Sir James listened in grim silence while Gascoyne told his errand.
"So, then, pardee, I am bid to take another one of ye, am I?" he snarled. "As though ye caused me not trouble enow; and this one a cub, looking a very boor in carriage and breeding. Mayhap the Earl thinketh I am to train boys to his dilly-dally household service as well as to use of arms."
"Sir," said Gascoyne, timidly, "my Lord sayeth he would have this one entered direct as a squire of the body, so that he need not serve in the household."
"Sayest so?" cried Sir James, harshly. "Then take thou my message back again to thy Lord. Not for Mackworth--no, nor a better man than he-- will I make any changes in my government. An I be set to rule a pack of boys, I will rule them as I list, and not according to any man's bidding. Tell him, sirrah, that I will enter no lad as squire of the body without first testing an he be fit at arms to hold that place." He sat for a while glowering at Myles and gnawing his mustaches, and for the time no one dared to break the grim silence. "What is thy name?" said he, suddenly. And then, almost before Myles could answer, he asked the head squire whether he could find a place to lodge him.

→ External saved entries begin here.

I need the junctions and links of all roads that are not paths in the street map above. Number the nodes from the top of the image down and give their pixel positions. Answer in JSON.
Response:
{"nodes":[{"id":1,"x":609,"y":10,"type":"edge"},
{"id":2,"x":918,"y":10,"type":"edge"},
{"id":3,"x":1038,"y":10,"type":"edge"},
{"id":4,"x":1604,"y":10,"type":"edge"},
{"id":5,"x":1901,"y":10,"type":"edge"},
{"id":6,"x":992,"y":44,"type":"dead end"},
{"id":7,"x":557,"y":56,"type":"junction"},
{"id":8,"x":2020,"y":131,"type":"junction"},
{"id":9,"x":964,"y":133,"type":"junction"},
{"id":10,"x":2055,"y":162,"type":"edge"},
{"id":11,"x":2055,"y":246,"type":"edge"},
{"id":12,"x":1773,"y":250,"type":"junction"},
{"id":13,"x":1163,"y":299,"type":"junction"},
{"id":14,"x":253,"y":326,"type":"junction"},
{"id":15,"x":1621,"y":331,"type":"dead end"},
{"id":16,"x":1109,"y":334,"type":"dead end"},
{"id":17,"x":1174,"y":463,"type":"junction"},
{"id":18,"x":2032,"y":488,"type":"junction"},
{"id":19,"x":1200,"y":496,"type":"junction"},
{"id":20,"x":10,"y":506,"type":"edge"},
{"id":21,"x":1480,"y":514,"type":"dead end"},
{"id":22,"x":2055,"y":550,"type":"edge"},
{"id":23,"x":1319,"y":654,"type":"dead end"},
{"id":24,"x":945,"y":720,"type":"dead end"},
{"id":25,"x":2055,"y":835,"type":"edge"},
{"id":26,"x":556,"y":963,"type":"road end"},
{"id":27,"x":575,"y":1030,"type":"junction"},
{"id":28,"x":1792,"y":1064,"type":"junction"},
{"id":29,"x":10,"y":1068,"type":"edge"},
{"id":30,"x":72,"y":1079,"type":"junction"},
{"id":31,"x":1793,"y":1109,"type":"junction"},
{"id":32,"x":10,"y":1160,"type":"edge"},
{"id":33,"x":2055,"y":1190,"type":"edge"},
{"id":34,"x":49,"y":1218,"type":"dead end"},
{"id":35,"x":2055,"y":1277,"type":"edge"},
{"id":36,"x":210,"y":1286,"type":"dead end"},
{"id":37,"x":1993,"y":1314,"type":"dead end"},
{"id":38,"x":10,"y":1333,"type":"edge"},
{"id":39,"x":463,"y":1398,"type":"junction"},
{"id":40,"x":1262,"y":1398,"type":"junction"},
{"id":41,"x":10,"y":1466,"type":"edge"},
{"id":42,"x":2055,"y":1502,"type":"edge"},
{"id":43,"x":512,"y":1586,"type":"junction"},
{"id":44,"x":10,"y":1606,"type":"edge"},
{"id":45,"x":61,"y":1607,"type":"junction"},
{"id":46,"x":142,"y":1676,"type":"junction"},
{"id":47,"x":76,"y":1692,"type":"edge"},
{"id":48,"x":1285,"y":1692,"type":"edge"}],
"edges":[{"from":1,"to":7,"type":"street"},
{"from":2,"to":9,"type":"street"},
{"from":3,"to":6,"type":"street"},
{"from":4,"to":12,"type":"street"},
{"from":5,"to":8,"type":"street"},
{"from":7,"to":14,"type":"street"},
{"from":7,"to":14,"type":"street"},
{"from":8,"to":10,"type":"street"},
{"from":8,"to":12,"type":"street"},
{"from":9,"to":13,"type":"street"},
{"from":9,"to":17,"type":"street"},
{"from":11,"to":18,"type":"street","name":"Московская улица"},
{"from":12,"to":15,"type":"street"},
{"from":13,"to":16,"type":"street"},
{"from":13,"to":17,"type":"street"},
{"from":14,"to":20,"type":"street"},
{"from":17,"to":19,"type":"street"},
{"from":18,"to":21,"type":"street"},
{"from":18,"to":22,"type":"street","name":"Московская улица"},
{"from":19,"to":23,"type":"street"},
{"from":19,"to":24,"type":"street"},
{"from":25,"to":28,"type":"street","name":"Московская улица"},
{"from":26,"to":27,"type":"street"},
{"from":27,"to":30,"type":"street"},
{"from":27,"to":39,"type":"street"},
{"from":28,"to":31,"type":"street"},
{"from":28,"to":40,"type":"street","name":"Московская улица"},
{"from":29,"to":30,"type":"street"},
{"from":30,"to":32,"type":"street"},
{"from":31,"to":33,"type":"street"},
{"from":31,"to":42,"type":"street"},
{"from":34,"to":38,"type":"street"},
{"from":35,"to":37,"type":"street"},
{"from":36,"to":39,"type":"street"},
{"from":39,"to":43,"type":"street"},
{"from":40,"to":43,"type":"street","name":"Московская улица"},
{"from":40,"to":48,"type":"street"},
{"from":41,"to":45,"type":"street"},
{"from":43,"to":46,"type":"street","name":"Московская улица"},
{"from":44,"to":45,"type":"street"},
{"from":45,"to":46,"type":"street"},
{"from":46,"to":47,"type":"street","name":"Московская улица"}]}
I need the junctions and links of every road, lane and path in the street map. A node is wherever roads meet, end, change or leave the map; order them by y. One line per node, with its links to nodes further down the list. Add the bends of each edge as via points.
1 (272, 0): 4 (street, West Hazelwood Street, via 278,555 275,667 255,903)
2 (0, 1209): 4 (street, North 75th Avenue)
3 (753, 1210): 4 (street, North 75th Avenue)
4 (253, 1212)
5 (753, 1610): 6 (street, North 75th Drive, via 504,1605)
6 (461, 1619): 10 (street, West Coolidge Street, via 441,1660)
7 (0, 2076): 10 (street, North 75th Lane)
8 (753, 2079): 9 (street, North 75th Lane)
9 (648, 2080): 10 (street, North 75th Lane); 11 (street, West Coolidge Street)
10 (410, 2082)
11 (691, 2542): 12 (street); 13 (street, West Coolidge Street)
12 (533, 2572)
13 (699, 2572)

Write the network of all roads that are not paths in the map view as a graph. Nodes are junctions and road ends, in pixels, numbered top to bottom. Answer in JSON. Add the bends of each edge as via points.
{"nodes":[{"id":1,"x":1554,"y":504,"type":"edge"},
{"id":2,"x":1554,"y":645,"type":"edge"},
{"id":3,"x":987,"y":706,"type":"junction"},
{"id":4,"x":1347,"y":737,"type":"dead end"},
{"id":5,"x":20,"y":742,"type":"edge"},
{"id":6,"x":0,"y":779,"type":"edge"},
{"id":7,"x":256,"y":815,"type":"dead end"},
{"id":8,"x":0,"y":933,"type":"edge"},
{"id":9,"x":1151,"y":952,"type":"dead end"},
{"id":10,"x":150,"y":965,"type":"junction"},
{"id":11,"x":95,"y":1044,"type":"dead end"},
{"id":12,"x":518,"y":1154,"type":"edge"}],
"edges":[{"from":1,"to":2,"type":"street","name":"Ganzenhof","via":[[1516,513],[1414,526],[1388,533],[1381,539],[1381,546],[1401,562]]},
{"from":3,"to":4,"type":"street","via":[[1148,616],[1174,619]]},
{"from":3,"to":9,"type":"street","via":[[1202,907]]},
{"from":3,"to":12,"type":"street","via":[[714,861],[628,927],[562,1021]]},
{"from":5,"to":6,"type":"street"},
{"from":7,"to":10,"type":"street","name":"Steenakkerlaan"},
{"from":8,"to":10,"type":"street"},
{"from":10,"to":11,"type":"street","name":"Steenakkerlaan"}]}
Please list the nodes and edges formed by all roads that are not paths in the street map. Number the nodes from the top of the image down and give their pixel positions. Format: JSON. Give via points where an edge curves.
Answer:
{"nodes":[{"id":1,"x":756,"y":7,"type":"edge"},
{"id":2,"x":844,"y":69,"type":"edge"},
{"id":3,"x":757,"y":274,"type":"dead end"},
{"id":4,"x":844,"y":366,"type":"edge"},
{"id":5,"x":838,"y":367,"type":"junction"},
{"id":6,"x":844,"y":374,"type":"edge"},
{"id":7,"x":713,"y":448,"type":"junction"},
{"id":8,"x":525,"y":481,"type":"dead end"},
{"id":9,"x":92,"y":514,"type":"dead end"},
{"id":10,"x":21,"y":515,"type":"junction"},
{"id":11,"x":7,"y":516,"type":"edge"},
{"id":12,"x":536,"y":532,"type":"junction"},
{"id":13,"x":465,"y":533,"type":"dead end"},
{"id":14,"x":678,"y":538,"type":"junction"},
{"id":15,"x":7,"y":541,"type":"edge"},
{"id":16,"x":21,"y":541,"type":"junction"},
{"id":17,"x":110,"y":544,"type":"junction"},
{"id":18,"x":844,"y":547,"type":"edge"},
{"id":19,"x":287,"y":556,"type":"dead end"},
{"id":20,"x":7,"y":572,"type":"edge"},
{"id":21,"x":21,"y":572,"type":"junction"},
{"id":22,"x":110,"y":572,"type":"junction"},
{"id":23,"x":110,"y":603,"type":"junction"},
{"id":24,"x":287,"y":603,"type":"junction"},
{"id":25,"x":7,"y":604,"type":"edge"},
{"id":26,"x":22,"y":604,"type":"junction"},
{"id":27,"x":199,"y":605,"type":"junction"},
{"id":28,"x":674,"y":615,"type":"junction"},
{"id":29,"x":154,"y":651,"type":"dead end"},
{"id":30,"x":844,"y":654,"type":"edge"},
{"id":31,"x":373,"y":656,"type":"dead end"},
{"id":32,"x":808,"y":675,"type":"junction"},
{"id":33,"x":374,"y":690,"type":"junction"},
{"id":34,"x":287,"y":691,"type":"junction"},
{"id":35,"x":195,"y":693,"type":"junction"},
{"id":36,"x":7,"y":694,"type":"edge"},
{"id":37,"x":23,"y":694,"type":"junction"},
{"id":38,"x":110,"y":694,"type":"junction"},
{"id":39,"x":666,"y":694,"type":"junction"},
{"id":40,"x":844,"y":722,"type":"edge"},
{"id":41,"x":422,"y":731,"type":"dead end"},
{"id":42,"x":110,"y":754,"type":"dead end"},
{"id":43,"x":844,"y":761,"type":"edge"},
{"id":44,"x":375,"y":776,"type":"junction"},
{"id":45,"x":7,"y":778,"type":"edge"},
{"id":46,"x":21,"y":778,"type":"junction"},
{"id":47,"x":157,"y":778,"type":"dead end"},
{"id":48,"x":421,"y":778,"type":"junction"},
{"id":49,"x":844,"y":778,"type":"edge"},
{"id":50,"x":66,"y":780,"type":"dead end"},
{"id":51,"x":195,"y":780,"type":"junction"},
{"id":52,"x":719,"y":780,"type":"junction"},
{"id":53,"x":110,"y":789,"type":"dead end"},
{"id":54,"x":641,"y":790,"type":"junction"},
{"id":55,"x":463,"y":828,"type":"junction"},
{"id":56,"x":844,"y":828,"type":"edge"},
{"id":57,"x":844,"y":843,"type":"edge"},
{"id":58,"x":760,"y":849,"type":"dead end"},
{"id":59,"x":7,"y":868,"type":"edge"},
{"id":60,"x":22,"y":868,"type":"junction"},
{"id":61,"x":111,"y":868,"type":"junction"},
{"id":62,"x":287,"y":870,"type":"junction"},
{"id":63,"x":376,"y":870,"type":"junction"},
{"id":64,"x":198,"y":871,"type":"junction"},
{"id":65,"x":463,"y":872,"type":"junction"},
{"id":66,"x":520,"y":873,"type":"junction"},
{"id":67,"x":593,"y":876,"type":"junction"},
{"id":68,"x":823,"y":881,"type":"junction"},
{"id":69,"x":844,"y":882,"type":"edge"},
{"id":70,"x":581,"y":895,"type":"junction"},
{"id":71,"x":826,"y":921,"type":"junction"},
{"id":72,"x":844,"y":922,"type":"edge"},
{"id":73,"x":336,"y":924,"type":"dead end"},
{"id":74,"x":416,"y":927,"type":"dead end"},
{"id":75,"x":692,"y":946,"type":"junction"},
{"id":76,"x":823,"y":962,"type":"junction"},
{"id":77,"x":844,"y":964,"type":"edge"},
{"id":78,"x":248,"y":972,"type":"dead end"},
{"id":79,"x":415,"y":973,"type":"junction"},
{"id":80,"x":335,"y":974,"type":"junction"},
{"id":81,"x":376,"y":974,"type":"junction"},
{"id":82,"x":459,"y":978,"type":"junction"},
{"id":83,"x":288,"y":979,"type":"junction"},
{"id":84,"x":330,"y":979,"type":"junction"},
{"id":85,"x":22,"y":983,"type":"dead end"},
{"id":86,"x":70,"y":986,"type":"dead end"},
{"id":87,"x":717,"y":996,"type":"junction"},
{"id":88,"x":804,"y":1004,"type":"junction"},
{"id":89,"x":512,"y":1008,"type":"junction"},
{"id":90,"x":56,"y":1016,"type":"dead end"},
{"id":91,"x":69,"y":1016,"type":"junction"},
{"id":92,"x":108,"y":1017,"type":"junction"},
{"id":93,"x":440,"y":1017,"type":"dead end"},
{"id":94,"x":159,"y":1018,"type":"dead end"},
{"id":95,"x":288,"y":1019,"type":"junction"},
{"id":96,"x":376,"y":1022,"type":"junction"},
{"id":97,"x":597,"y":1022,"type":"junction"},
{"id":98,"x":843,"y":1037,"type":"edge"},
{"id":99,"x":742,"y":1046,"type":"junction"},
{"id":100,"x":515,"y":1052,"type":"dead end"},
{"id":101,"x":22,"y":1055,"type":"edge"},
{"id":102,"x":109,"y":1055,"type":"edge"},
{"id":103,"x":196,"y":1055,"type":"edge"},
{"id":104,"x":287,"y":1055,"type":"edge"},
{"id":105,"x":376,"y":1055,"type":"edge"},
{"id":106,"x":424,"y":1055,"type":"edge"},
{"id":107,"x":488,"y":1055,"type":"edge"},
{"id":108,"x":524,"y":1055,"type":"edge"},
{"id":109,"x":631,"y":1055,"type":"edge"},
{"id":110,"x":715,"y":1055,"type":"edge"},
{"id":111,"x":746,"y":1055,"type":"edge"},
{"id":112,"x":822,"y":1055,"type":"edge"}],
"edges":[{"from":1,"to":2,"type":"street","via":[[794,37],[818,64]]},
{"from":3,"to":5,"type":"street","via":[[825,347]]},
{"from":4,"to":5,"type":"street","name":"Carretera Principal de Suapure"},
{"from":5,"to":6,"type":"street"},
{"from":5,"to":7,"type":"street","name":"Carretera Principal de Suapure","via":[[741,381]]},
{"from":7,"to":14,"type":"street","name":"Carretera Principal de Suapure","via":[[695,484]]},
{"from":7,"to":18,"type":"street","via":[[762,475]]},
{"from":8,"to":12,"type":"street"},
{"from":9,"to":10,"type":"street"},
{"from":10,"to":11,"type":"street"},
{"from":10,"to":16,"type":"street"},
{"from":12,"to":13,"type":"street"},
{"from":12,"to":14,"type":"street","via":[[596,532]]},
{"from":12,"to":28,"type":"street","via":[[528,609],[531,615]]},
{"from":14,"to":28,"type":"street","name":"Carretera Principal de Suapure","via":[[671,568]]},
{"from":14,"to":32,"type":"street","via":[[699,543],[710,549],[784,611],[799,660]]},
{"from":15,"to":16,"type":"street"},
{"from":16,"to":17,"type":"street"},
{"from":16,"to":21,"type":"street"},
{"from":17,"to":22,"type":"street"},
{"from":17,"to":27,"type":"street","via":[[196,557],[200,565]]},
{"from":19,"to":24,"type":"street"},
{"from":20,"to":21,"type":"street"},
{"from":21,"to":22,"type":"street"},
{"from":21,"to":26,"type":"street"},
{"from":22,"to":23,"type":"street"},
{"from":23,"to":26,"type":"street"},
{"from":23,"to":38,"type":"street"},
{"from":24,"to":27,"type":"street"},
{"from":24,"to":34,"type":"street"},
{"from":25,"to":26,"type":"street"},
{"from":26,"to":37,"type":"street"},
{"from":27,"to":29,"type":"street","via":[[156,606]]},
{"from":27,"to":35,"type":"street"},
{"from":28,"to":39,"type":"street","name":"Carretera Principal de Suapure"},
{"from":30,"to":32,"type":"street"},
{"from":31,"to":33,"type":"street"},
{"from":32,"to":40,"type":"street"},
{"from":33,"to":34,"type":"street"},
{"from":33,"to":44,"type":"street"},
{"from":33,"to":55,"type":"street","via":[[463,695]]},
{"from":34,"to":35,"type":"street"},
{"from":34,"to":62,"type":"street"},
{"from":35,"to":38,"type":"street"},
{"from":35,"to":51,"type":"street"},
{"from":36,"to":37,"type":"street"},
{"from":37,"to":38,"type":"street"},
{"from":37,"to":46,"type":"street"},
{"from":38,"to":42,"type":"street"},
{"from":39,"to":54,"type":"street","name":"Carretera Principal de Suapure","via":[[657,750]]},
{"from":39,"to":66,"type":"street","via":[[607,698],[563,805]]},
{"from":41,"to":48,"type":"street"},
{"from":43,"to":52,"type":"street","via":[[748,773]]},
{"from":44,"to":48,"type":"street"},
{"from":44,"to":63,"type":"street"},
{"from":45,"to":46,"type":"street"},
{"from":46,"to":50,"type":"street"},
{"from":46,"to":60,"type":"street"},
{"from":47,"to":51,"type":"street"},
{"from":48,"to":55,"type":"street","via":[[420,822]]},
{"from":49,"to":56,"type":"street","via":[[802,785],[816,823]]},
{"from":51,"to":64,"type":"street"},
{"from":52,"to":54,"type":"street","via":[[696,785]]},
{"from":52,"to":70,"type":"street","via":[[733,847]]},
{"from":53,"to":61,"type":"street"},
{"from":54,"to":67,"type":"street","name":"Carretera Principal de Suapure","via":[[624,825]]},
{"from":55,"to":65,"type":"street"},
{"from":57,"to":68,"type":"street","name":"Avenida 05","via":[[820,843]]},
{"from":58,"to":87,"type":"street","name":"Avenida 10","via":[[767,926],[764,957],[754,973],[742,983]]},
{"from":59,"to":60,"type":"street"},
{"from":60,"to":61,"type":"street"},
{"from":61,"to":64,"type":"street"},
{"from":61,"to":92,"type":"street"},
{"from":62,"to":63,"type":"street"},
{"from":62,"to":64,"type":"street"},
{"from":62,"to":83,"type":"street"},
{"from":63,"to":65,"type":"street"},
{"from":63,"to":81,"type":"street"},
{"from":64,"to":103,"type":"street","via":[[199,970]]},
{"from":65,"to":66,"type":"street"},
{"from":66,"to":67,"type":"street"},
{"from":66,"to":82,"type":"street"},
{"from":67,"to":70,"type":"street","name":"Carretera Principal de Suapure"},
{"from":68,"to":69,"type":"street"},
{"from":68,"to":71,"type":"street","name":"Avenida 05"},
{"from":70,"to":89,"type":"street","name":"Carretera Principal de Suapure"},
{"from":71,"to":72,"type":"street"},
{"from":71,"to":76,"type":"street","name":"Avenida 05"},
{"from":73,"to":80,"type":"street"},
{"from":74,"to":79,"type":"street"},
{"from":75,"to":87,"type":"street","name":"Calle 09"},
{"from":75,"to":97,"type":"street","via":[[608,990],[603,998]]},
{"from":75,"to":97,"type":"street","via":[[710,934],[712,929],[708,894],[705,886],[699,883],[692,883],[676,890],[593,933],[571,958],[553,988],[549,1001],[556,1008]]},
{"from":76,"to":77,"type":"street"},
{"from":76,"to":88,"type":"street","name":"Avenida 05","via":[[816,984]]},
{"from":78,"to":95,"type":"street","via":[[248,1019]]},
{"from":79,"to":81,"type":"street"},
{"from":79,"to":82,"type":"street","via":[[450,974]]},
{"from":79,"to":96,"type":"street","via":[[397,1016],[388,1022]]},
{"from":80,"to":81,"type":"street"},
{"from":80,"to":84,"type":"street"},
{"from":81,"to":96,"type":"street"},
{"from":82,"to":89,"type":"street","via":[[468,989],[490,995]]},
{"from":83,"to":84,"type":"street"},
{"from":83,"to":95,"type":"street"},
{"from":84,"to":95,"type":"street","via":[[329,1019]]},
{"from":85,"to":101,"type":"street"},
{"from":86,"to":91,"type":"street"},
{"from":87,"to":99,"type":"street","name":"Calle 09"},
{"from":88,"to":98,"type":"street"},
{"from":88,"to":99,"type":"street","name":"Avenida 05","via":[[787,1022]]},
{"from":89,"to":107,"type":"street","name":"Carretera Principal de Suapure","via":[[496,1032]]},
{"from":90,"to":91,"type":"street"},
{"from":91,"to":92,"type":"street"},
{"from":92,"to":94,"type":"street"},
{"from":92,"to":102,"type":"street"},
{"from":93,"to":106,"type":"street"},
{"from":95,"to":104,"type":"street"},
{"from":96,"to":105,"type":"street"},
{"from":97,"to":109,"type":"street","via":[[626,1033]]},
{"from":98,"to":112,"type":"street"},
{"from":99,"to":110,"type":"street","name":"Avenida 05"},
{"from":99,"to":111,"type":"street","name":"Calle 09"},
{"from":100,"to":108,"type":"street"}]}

"There is Gillis Whitlock's cot empty," said Blunt. "He is in the infirmary, and belike goeth home again when he cometh thence. The fever hath gotten into his bones, and--"
"That will do," said the knight, interrupting him impatiently. "Let him take that place, or any other that thou hast. And thou, Jerome," said he to his clerk, "thou mayst enter him upon the roll, though whether it be as page or squire or bachelor shall be as I please, and not as Mackworth biddeth me. Now get ye gone."